Embora tenha aceitado um convite do presidente Lyndon B. Johnson para revisitar a Casa Branca em 1964, Nurmi viveu uma vida muito isolada até o final dos anos 1960, quando começou a conceder algumas entrevistas à imprensa. Em seu aniversário de 70 anos, Nurmi concordou em dar uma entrevista para a Yle, a emissora pública nacional da Finlândia, somente depois de saber que o presidente Kekkonen atuaria como o entrevistador. Sofrendo de problemas de saúde, com pelo menos um ataque cardíaco, um derrame e problemas de visão, Nurmi às vezes falava amargamente sobre esportes, chamando-os de perda de tempo em comparação com a ciência e a arte. Ele morreu em 1973 em Helsinque e recebeu um funeral de estado. Kekkonen compareceu ao funeral e elogiou Nurmi: “As pessoas exploram os horizontes em busca de um sucessor.
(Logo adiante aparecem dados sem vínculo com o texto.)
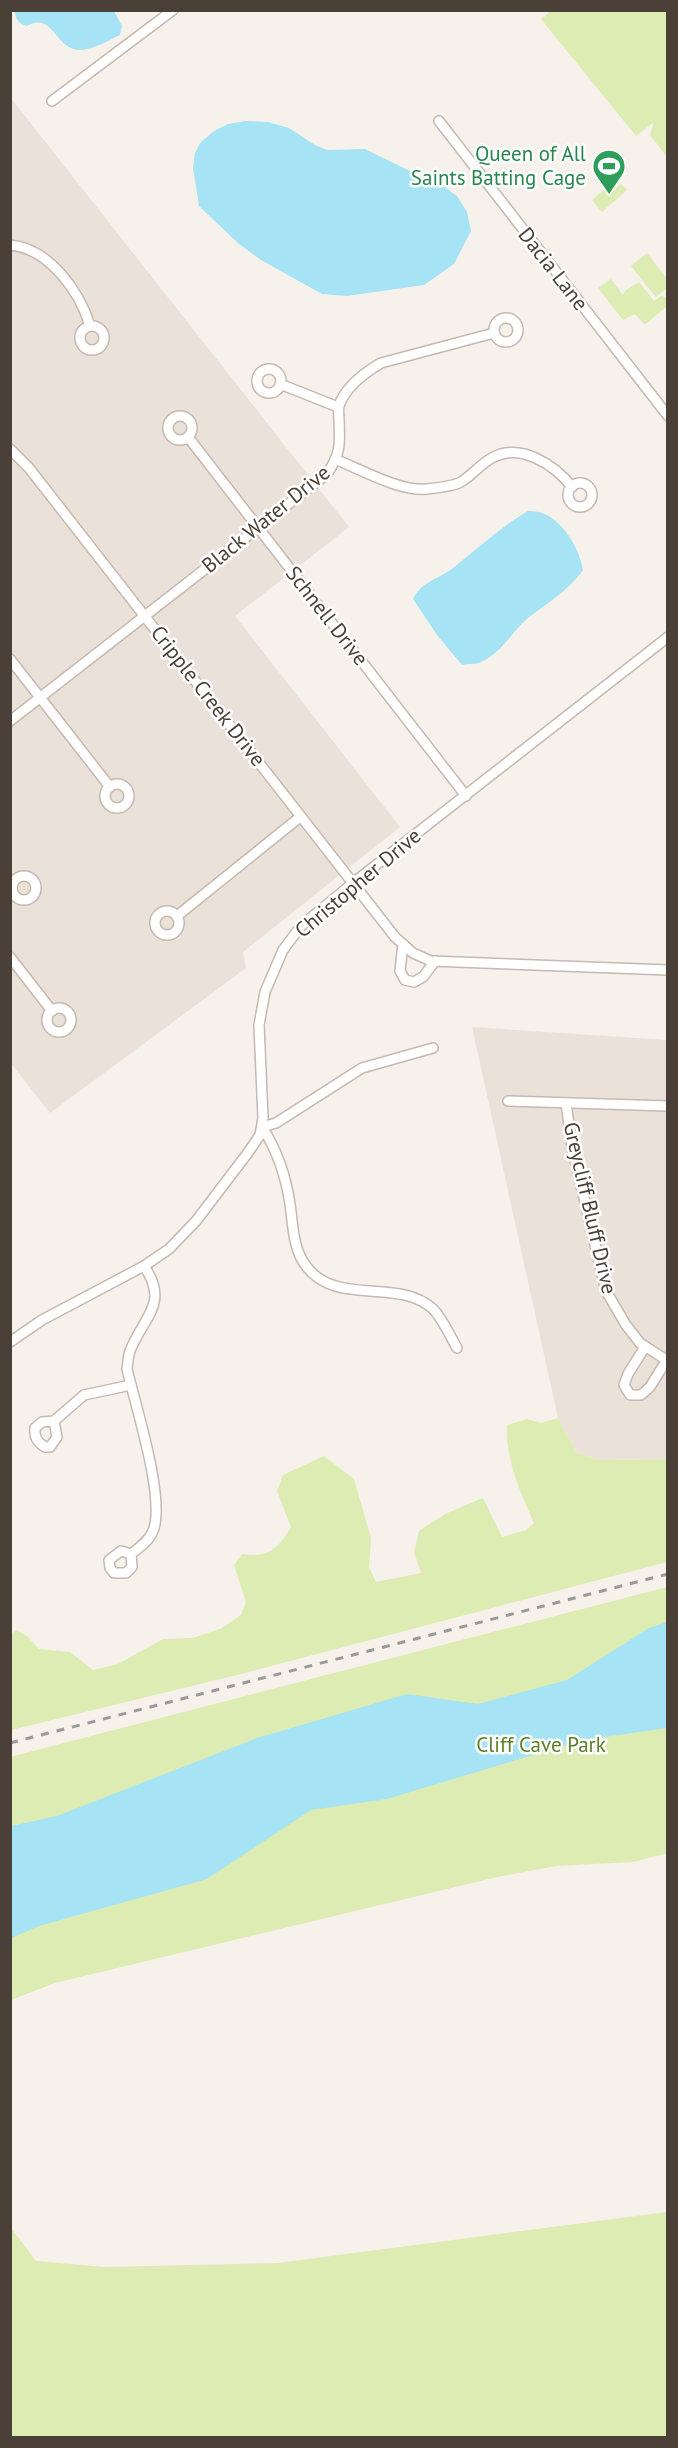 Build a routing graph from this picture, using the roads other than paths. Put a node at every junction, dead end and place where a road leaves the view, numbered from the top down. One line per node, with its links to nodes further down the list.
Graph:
1 (173, 10): 2 (street)
2 (52, 101)
3 (439, 121): 9 (street, Dacia Lane)
4 (10, 245): 5 (street)
5 (90, 326)
6 (494, 333): 8 (street)
7 (280, 384): 8 (street)
8 (338, 407): 12 (street, Black Water Drive)
9 (668, 417)
10 (188, 437): 14 (street, Schnell Drive)
11 (10, 449): 15 (street, Cripple Creek Drive)
12 (337, 460): 13 (street); 14 (street, Black Water Drive)
13 (572, 486)
14 (258, 528): 15 (street, Black Water Drive); 21 (street, Schnell Drive)
15 (145, 615): 18 (street, Black Water Drive); 22 (street, Cripple Creek Drive)
16 (668, 637): 21 (street, Christopher Drive)
17 (10, 659): 18 (street)
18 (40, 697): 19 (street, Black Water Drive); 20 (street)
19 (10, 721)
20 (110, 787)
21 (466, 795): 23 (street, Christopher Drive)
22 (300, 817): 23 (street, Cripple Creek Drive); 24 (street)
23 (353, 883): 25 (street, Cripple Creek Drive); 34 (street, Christopher Drive)
24 (177, 916)
25 (403, 944): 27 (street, Cripple Creek Drive); 27 (street)
26 (10, 957): 29 (street)
27 (435, 961): 28 (street, Cripple Creek Drive)
28 (668, 970)
29 (52, 1011)
30 (433, 1048): 34 (street)
31 (508, 1101): 32 (street)
32 (566, 1103): 33 (street); 37 (street, Greycliff Bluff Drive)
33 (668, 1106)
34 (262, 1127): 35 (street, Christopher Drive); 38 (street)
35 (144, 1266): 36 (street, Christopher Drive); 40 (street)
36 (11, 1341)
37 (645, 1347): 39 (street, Greycliff Bluff Drive); 39 (street)
38 (457, 1348)
39 (667, 1361)
40 (131, 1385): 41 (street); 42 (street)
41 (54, 1421)
42 (131, 1554)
Mas ninguém vem e ninguém virá, pois sua classe é extinta com ele." A pedido de Nurmi, que gostava de música clássica e tocava violino, o Vaiennut viulu (O Violino Silenciado) de Konsta Jylhä foi tocado durante a cerimônia. O último recorde de Nurmi caiu em 1996; seu recorde mundial de 1925 para os 2.000 m cobertos durou 71 anos como o recorde nacional finlandês.
Vida pessoal e imagem pública
Nurmi foi casado com a socialite Sylvi Laaksonen (1907–1968) de 1932 a 1935. Laaksonen, que não se interessava por atletismo, se opôs a Nurmi criando seu filho recém-nascido Matti para ser um corredor e declarou à Associated Press em 1933, & #34;[H] sua concentração no atletismo finalmente me forçou a ir ao juiz para o divórcio." Matti Nurmi tornou-se um corredor de meia distância e, mais tarde, um "feito por conta própria" homem de negocios. O relacionamento de Nurmi com seu filho foi denominado "inquieto". Matti admirava o pai mais como empresário do que como atleta, e os dois nunca discutiram sua carreira de corredor. Como corredor, Matti deu o seu melhor nos 3000 m, onde igualou o tempo do pai. Na famosa corrida em 11 de julho de 1957, quando os "três Olavis" (Salsola, Salonen e Vuorisalo) quebraram o recorde mundial dos 1500 m, Matti Nurmi terminou em um distante nono lugar com seu recorde pessoal, 2,2 segundos mais lento que o recorde mundial de seu pai em 1924. A atriz de Hollywood Maila Nurmi, mais conhecida como o ícone do terror "Vampira", era frequentemente referido como a sobrinha de Paavo Nurmi. No entanto, o parentesco não é suportado por documentos oficiais.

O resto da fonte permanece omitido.